Es war nie die größte Herausforderung, Partner für ihr Projekt zu gewinnen, sondern Teilnehmer für die Touren zu finden. Mittlerweile hat sie zu vielen der Geschäfte guten Kontakt und die Inhaber stellen ihre Geschäfte und Produkte während des Rundgangs selbst vor. Zu Beginn haben ihre Kunden noch Gutscheine der jeweiligen Partner bekommen, die sie dann in den Geschäften für nachhaltige Produkte einlösen konnten. Ihre Partner wählt sie nach einem eigenen Kriterienkatalog aus. Durch ihre Stadtführungen lernt Judith Wehr nicht nur die Inhaber der einzelnen Geschäfte kennen, sondern auch immer wieder Tourenteilnehmer, die selbst im Bereich Nachhaltigkeit tätig sind und dieselben Ziele wie sie verfolgen. Sie geht ihren Weg, aber lernt links und rechts davon immer wieder neue Menschen kennen, die wiederum neue Möglichkeiten und Angebote aufzeigen.
Es bedeutet einen enormen Aufwand und kostet sehr viel Energie, konstant Werbung zu betreiben.
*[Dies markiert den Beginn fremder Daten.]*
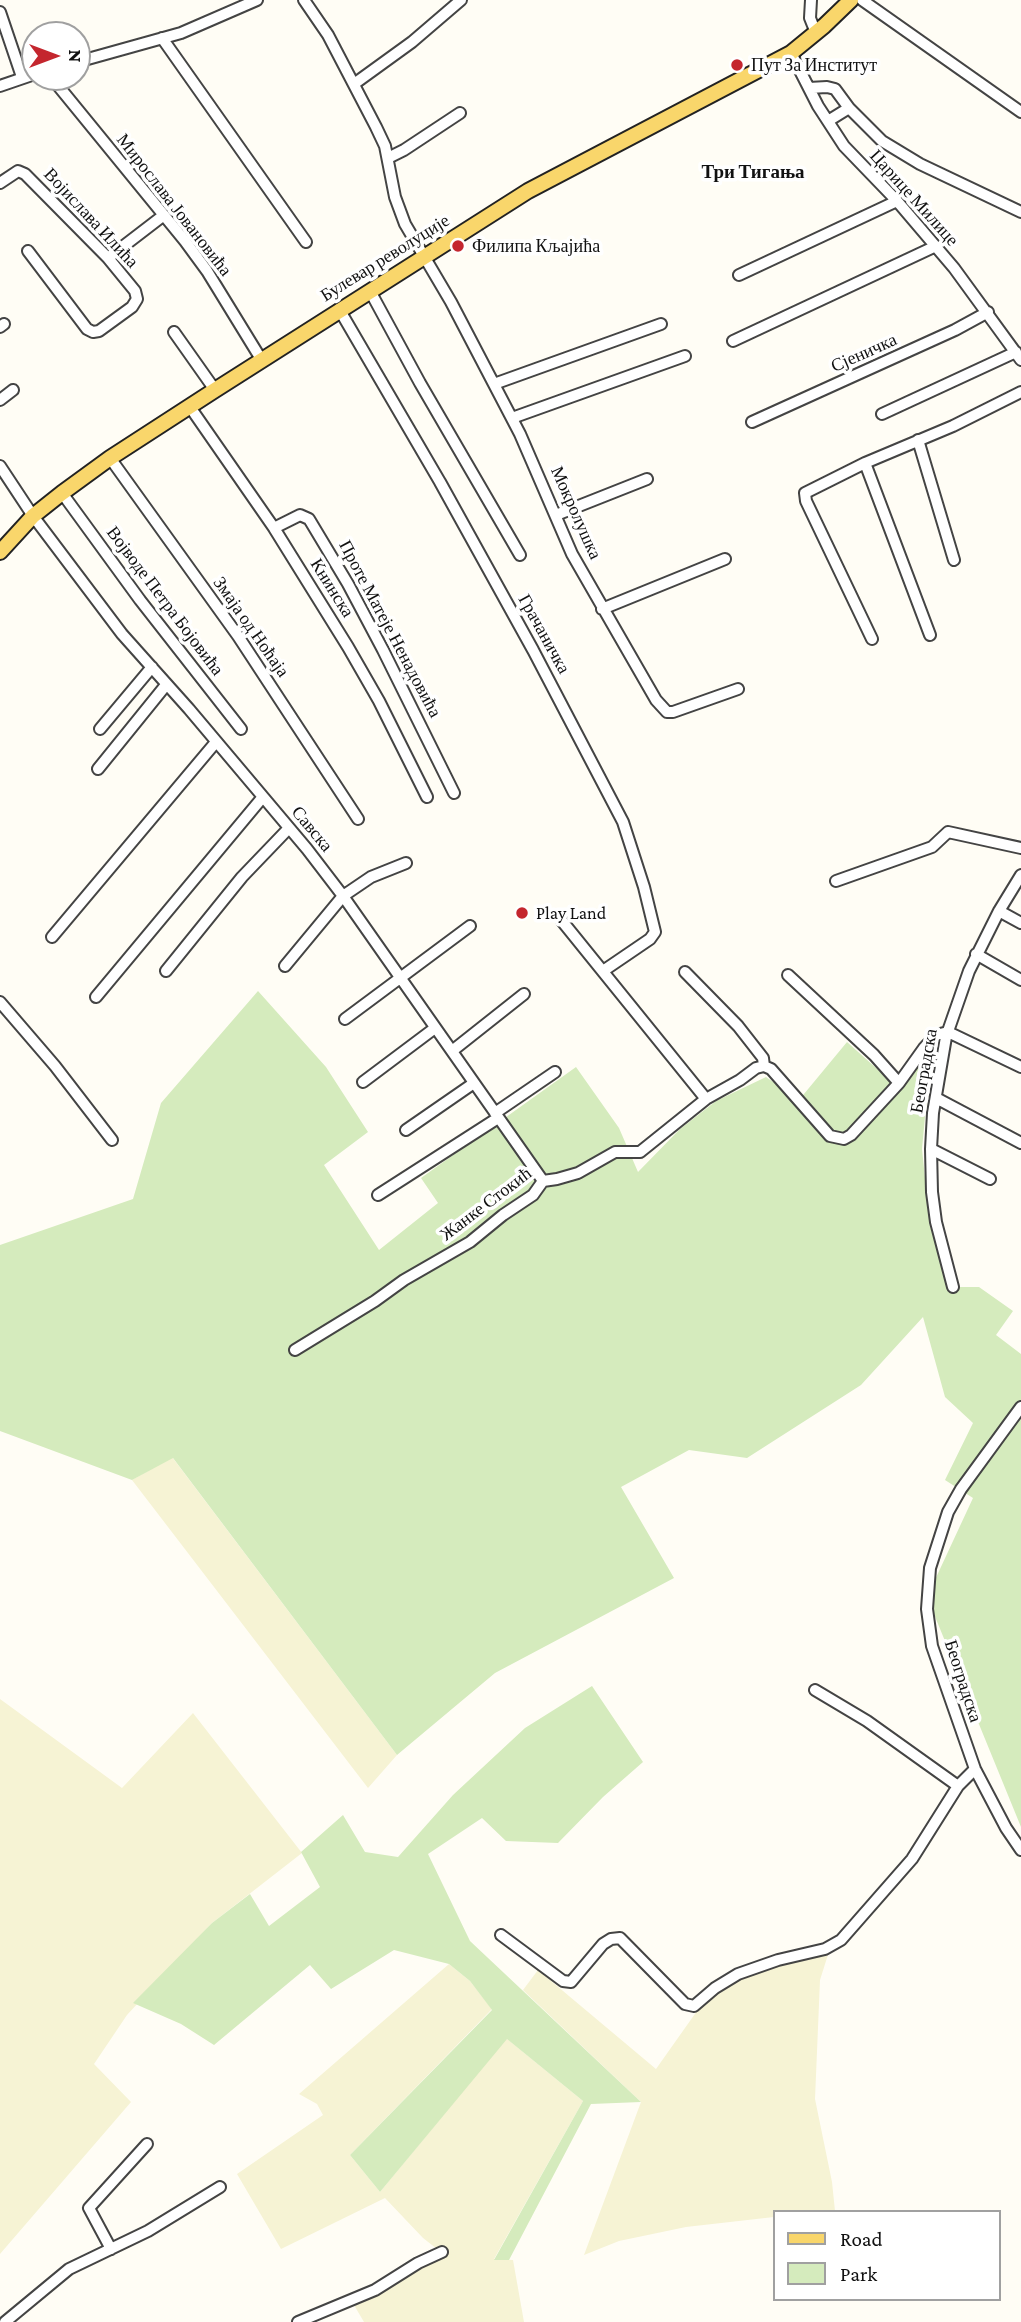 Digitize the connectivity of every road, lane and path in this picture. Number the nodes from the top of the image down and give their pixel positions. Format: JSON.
{"nodes":[{"id":1,"x":257,"y":0,"type":"edge"},
{"id":2,"x":304,"y":0,"type":"edge"},
{"id":3,"x":461,"y":0,"type":"edge"},
{"id":4,"x":811,"y":0,"type":"edge"},
{"id":5,"x":851,"y":0,"type":"edge"},
{"id":6,"x":862,"y":0,"type":"edge"},
{"id":7,"x":0,"y":12,"type":"edge"},
{"id":8,"x":816,"y":33,"type":"junction"},
{"id":9,"x":162,"y":38,"type":"junction"},
{"id":10,"x":791,"y":53,"type":"junction"},
{"id":11,"x":91,"y":58,"type":"edge"},
{"id":12,"x":21,"y":74,"type":"edge"},
{"id":13,"x":21,"y":77,"type":"edge"},
{"id":14,"x":354,"y":84,"type":"junction"},
{"id":15,"x":0,"y":86,"type":"edge"},
{"id":16,"x":809,"y":88,"type":"junction"},
{"id":17,"x":62,"y":91,"type":"edge"},
{"id":18,"x":849,"y":108,"type":"junction"},
{"id":19,"x":1021,"y":112,"type":"edge"},
{"id":20,"x":460,"y":113,"type":"dead end"},
{"id":21,"x":828,"y":121,"type":"junction"},
{"id":22,"x":388,"y":158,"type":"junction"},
{"id":23,"x":0,"y":183,"type":"edge"},
{"id":24,"x":897,"y":201,"type":"junction"},
{"id":25,"x":1021,"y":212,"type":"edge"},
{"id":26,"x":164,"y":215,"type":"junction"},
{"id":27,"x":306,"y":242,"type":"dead end"},
{"id":28,"x":936,"y":246,"type":"junction"},
{"id":29,"x":28,"y":251,"type":"dead end"},
{"id":30,"x":108,"y":258,"type":"junction"},
{"id":31,"x":424,"y":258,"type":"junction"},
{"id":32,"x":739,"y":275,"type":"dead end"},
{"id":33,"x":370,"y":291,"type":"junction"},
{"id":34,"x":339,"y":309,"type":"junction"},
{"id":35,"x":988,"y":312,"type":"junction"},
{"id":36,"x":661,"y":324,"type":"dead end"},
{"id":37,"x":174,"y":332,"type":"dead end"},
{"id":38,"x":733,"y":341,"type":"dead end"},
{"id":39,"x":685,"y":356,"type":"dead end"},
{"id":40,"x":1018,"y":356,"type":"edge"},
{"id":41,"x":261,"y":359,"type":"junction"},
{"id":42,"x":494,"y":384,"type":"junction"},
{"id":43,"x":13,"y":390,"type":"dead end"},
{"id":44,"x":215,"y":390,"type":"junction"},
{"id":45,"x":1021,"y":392,"type":"edge"},
{"id":46,"x":0,"y":400,"type":"edge"},
{"id":47,"x":190,"y":407,"type":"junction"},
{"id":48,"x":883,"y":414,"type":"dead end"},
{"id":49,"x":512,"y":418,"type":"junction"},
{"id":50,"x":752,"y":422,"type":"dead end"},
{"id":51,"x":918,"y":440,"type":"junction"},
{"id":52,"x":110,"y":458,"type":"junction"},
{"id":53,"x":865,"y":463,"type":"junction"},
{"id":54,"x":0,"y":466,"type":"edge"},
{"id":55,"x":647,"y":480,"type":"dead end"},
{"id":56,"x":62,"y":492,"type":"junction"},
{"id":57,"x":556,"y":515,"type":"junction"},
{"id":58,"x":33,"y":516,"type":"junction"},
{"id":59,"x":274,"y":528,"type":"junction"},
{"id":60,"x":0,"y":551,"type":"edge"},
{"id":61,"x":520,"y":555,"type":"dead end"},
{"id":62,"x":726,"y":559,"type":"dead end"},
{"id":63,"x":954,"y":560,"type":"dead end"},
{"id":64,"x":602,"y":609,"type":"junction"},
{"id":65,"x":930,"y":635,"type":"dead end"},
{"id":66,"x":872,"y":639,"type":"dead end"},
{"id":67,"x":152,"y":667,"type":"junction"},
{"id":68,"x":166,"y":685,"type":"junction"},
{"id":69,"x":738,"y":689,"type":"dead end"},
{"id":70,"x":100,"y":729,"type":"dead end"},
{"id":71,"x":241,"y":729,"type":"dead end"},
{"id":72,"x":216,"y":742,"type":"junction"},
{"id":73,"x":98,"y":769,"type":"dead end"},
{"id":74,"x":454,"y":793,"type":"dead end"},
{"id":75,"x":427,"y":797,"type":"dead end"},
{"id":76,"x":262,"y":798,"type":"junction"},
{"id":77,"x":358,"y":819,"type":"dead end"},
{"id":78,"x":289,"y":828,"type":"junction"},
{"id":79,"x":1021,"y":848,"type":"edge"},
{"id":80,"x":406,"y":863,"type":"dead end"},
{"id":81,"x":1021,"y":875,"type":"edge"},
{"id":82,"x":836,"y":881,"type":"dead end"},
{"id":83,"x":343,"y":896,"type":"junction"},
{"id":84,"x":999,"y":911,"type":"junction"},
{"id":85,"x":562,"y":921,"type":"dead end"},
{"id":86,"x":1021,"y":923,"type":"edge"},
{"id":87,"x":470,"y":926,"type":"dead end"},
{"id":88,"x":52,"y":937,"type":"dead end"},
{"id":89,"x":976,"y":954,"type":"junction"},
{"id":90,"x":285,"y":966,"type":"dead end"},
{"id":91,"x":166,"y":971,"type":"dead end"},
{"id":92,"x":603,"y":971,"type":"junction"},
{"id":93,"x":685,"y":972,"type":"dead end"},
{"id":94,"x":788,"y":975,"type":"dead end"},
{"id":95,"x":400,"y":979,"type":"junction"},
{"id":96,"x":1021,"y":980,"type":"edge"},
{"id":97,"x":524,"y":994,"type":"dead end"},
{"id":98,"x":96,"y":997,"type":"dead end"},
{"id":99,"x":0,"y":1002,"type":"edge"},
{"id":100,"x":345,"y":1018,"type":"dead end"},
{"id":101,"x":435,"y":1028,"type":"junction"},
{"id":102,"x":948,"y":1032,"type":"junction"},
{"id":103,"x":452,"y":1051,"type":"junction"},
{"id":104,"x":764,"y":1066,"type":"junction"},
{"id":105,"x":1021,"y":1067,"type":"edge"},
{"id":106,"x":555,"y":1072,"type":"dead end"},
{"id":107,"x":363,"y":1082,"type":"dead end"},
{"id":108,"x":474,"y":1083,"type":"junction"},
{"id":109,"x":899,"y":1083,"type":"junction"},
{"id":110,"x":936,"y":1098,"type":"junction"},
{"id":111,"x":706,"y":1099,"type":"junction"},
{"id":112,"x":496,"y":1116,"type":"junction"},
{"id":113,"x":405,"y":1130,"type":"dead end"},
{"id":114,"x":111,"y":1140,"type":"dead end"},
{"id":115,"x":1021,"y":1143,"type":"edge"},
{"id":116,"x":931,"y":1149,"type":"junction"},
{"id":117,"x":990,"y":1179,"type":"dead end"},
{"id":118,"x":543,"y":1181,"type":"junction"},
{"id":119,"x":378,"y":1195,"type":"dead end"},
{"id":120,"x":954,"y":1287,"type":"dead end"},
{"id":121,"x":295,"y":1350,"type":"dead end"},
{"id":122,"x":1021,"y":1407,"type":"edge"},
{"id":123,"x":815,"y":1690,"type":"dead end"},
{"id":124,"x":975,"y":1769,"type":"junction"},
{"id":125,"x":958,"y":1786,"type":"junction"},
{"id":126,"x":1021,"y":1850,"type":"edge"},
{"id":127,"x":501,"y":1935,"type":"dead end"},
{"id":128,"x":146,"y":2144,"type":"dead end"},
{"id":129,"x":220,"y":2187,"type":"dead end"},
{"id":130,"x":111,"y":2249,"type":"junction"},
{"id":131,"x":442,"y":2252,"type":"dead end"},
{"id":132,"x":5,"y":2322,"type":"edge"},
{"id":133,"x":298,"y":2322,"type":"edge"}],
"edges":[{"from":1,"to":9,"type":"street"},
{"from":2,"to":14,"type":"street"},
{"from":3,"to":14,"type":"street"},
{"from":4,"to":8,"type":"street"},
{"from":5,"to":8,"type":"main road","name":"Булевар револуције"},
{"from":6,"to":19,"type":"street"},
{"from":7,"to":12,"type":"street"},
{"from":8,"to":10,"type":"main road","name":"Булевар револуције"},
{"from":9,"to":11,"type":"street"},
{"from":9,"to":27,"type":"street"},
{"from":10,"to":16,"type":"street","name":"Царице Милице"},
{"from":10,"to":31,"type":"main road","name":"Булевар револуције"},
{"from":13,"to":15,"type":"street"},
{"from":14,"to":22,"type":"street"},
{"from":16,"to":18,"type":"street"},
{"from":16,"to":21,"type":"street","name":"Царице Милице"},
{"from":17,"to":26,"type":"street","name":"Мирослава Јовановића"},
{"from":18,"to":21,"type":"street"},
{"from":18,"to":25,"type":"street"},
{"from":20,"to":22,"type":"street"},
{"from":21,"to":24,"type":"street","name":"Царице Милице"},
{"from":22,"to":31,"type":"street"},
{"from":23,"to":30,"type":"street","name":"Војислава Илића"},
{"from":24,"to":28,"type":"street","name":"Царице Милице"},
{"from":24,"to":32,"type":"street"},
{"from":26,"to":30,"type":"street"},
{"from":26,"to":41,"type":"street","name":"Мирослава Јовановића"},
{"from":28,"to":35,"type":"street","name":"Царице Милице"},
{"from":28,"to":38,"type":"street"},
{"from":29,"to":30,"type":"street","name":"Војислава Илића"},
{"from":31,"to":33,"type":"main road","name":"Булевар револуције"},
{"from":31,"to":42,"type":"street","name":"Мокролушка"},
{"from":33,"to":34,"type":"main road","name":"Булевар револуције"},
{"from":33,"to":61,"type":"street"},
{"from":34,"to":41,"type":"main road","name":"Булевар револуције"},
{"from":34,"to":92,"type":"street","name":"Грачаничка"},
{"from":35,"to":40,"type":"street","name":"Царице Милице"},
{"from":35,"to":50,"type":"street","name":"Сјеничка"},
{"from":36,"to":42,"type":"street"},
{"from":37,"to":44,"type":"street"},
{"from":39,"to":49,"type":"street"},
{"from":40,"to":48,"type":"street"},
{"from":41,"to":44,"type":"main road","name":"Булевар револуције"},
{"from":42,"to":49,"type":"street","name":"Мокролушка"},
{"from":43,"to":46,"type":"street"},
{"from":44,"to":47,"type":"main road","name":"Булевар револуције"},
{"from":45,"to":51,"type":"street"},
{"from":47,"to":52,"type":"main road","name":"Булевар револуције"},
{"from":47,"to":59,"type":"street","name":"Книнска"},
{"from":49,"to":57,"type":"street","name":"Мокролушка"},
{"from":51,"to":53,"type":"street"},
{"from":51,"to":63,"type":"street"},
{"from":52,"to":56,"type":"main road","name":"Булевар револуције"},
{"from":52,"to":77,"type":"street","name":"Змаја од Ноћаја"},
{"from":53,"to":65,"type":"street"},
{"from":53,"to":66,"type":"street"},
{"from":54,"to":58,"type":"street"},
{"from":55,"to":57,"type":"street"},
{"from":56,"to":58,"type":"main road","name":"Булевар револуције"},
{"from":56,"to":71,"type":"street","name":"Војводе Петра Бојовића"},
{"from":57,"to":64,"type":"street","name":"Мокролушка"},
{"from":58,"to":60,"type":"main road","name":"Булевар револуције"},
{"from":58,"to":67,"type":"street","name":"Савска"},
{"from":59,"to":74,"type":"street","name":"Проте Матеје Ненадовића"},
{"from":59,"to":75,"type":"street","name":"Книнска"},
{"from":62,"to":64,"type":"street"},
{"from":64,"to":69,"type":"street","name":"Мокролушка"},
{"from":67,"to":68,"type":"street","name":"Савска"},
{"from":67,"to":70,"type":"street"},
{"from":68,"to":72,"type":"street","name":"Савска"},
{"from":68,"to":73,"type":"street"},
{"from":72,"to":76,"type":"street","name":"Савска"},
{"from":72,"to":88,"type":"street"},
{"from":76,"to":78,"type":"street","name":"Савска"},
{"from":76,"to":98,"type":"street"},
{"from":78,"to":83,"type":"street","name":"Савска"},
{"from":78,"to":91,"type":"street"},
{"from":79,"to":82,"type":"street"},
{"from":80,"to":83,"type":"street"},
{"from":81,"to":84,"type":"street","name":"Београдска"},
{"from":83,"to":90,"type":"street"},
{"from":83,"to":95,"type":"street","name":"Савска"},
{"from":84,"to":86,"type":"street"},
{"from":84,"to":89,"type":"street","name":"Београдска"},
{"from":85,"to":92,"type":"street"},
{"from":87,"to":95,"type":"street"},
{"from":89,"to":96,"type":"street"},
{"from":89,"to":102,"type":"street","name":"Београдска"},
{"from":92,"to":111,"type":"street"},
{"from":93,"to":104,"type":"street"},
{"from":94,"to":109,"type":"street"},
{"from":95,"to":100,"type":"street"},
{"from":95,"to":101,"type":"street","name":"Савска"},
{"from":97,"to":103,"type":"street"},
{"from":99,"to":114,"type":"street"},
{"from":101,"to":103,"type":"street","name":"Савска"},
{"from":101,"to":107,"type":"street"},
{"from":102,"to":105,"type":"street"},
{"from":102,"to":109,"type":"street"},
{"from":102,"to":110,"type":"street","name":"Београдска"},
{"from":103,"to":108,"type":"street","name":"Савска"},
{"from":104,"to":109,"type":"street"},
{"from":104,"to":111,"type":"street","name":"Жанке Стокић"},
{"from":106,"to":112,"type":"street"},
{"from":108,"to":112,"type":"street","name":"Савска"},
{"from":108,"to":113,"type":"street"},
{"from":110,"to":115,"type":"street"},
{"from":110,"to":116,"type":"street","name":"Београдска"},
{"from":111,"to":118,"type":"street","name":"Жанке Стокић"},
{"from":112,"to":118,"type":"street","name":"Савска"},
{"from":112,"to":119,"type":"street"},
{"from":116,"to":117,"type":"street"},
{"from":116,"to":120,"type":"street","name":"Београдска"},
{"from":118,"to":121,"type":"street","name":"Жанке Стокић"},
{"from":122,"to":124,"type":"street","name":"Београдска"},
{"from":123,"to":125,"type":"street"},
{"from":124,"to":125,"type":"street"},
{"from":124,"to":126,"type":"street","name":"Београдска"},
{"from":125,"to":127,"type":"street"},
{"from":128,"to":130,"type":"street"},
{"from":129,"to":130,"type":"street"},
{"from":130,"to":132,"type":"street"},
{"from":131,"to":133,"type":"street"}]}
Mit ihren begrenzten Kapazitäten macht sie immer das was geht und den Rest ihrer Energie investiert sie voll und ganz in ihren Hauptberuf bei „Tink GbR“. Im ersten Jahr fand immer donnerstags und jeden ersten und zweiten Samstag im Monat eine Tour statt. Irgendwann waren aber die Menschen, die sich für das Thema interessierten abgegrast und sie musste sich etwas Neues einfallen lassen. Sie stieg auf
Gruppenanfragen um und passte ihr Konzept immer wieder neu an. So wird die Route immer wieder neu festgelegt, Fragen und Spiele werden hinzugefügt oder es wird auch mal eine Kombination aus historischer und nachhaltiger Stadtführung angeboten.
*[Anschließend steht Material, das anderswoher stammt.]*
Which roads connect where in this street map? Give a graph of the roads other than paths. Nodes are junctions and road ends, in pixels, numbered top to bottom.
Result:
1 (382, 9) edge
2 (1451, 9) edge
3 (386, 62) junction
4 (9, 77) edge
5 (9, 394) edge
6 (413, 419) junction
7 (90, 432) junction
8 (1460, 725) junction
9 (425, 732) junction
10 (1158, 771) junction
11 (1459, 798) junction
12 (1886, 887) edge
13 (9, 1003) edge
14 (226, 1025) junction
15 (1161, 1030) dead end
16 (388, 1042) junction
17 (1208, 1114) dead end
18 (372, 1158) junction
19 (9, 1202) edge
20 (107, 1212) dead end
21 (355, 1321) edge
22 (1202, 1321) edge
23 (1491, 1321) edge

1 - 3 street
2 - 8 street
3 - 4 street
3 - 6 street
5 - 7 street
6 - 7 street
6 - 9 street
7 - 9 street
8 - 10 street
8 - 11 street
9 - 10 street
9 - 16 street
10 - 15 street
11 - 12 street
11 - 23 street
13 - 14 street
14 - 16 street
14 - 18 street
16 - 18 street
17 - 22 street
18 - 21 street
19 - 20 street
Viele ihrer Führungen werden von Schulklassen gebucht, über die sie sich besonders freut, da oft Schüler und Schülerinnen darunter sind, die sich bisher noch nicht so viel mit dem Thema Nachhaltigkeit auseinandergesetzt haben und einfach einen großen Bevölkerungsquerschnitt abbilden. Der ein oder die andere wird durch geschickte Fragestellungen und verschiedene pädagogisch ausgearbeitete Spiele meist mitgezogen und kann für das Thema begeistert werden.
ANSPRUCH
Judith Wehr geht es nicht darum, ihre Kunden zu belehren, sondern um die Diskussion und die gegenseitige Inspiration. Sie weiß, dass man nichts gewinnt, wenn man Menschen zu etwas zwingen will, es geht auch viel um Informationen und Hintergründe. Natürlich handeln ihre Stadtrundgänge von Konsumkritik, aber das soll nicht der Hauptschwerpunkt sein. Sie selbst findet es nicht sehr motivierend immer nur zu kritisieren, es geht mehr darum aufzuzeigen und zu sensibilisieren. „Man soll am Schluss einer Tour nicht sagen: Ich stecke den Kopf in den Sand, oh mein Gott, alles ist schlecht.“ Im Gegenteil, die Menschen sollen mit neuen Erkenntnissen und positiven Entwicklungen nach Hause gehen.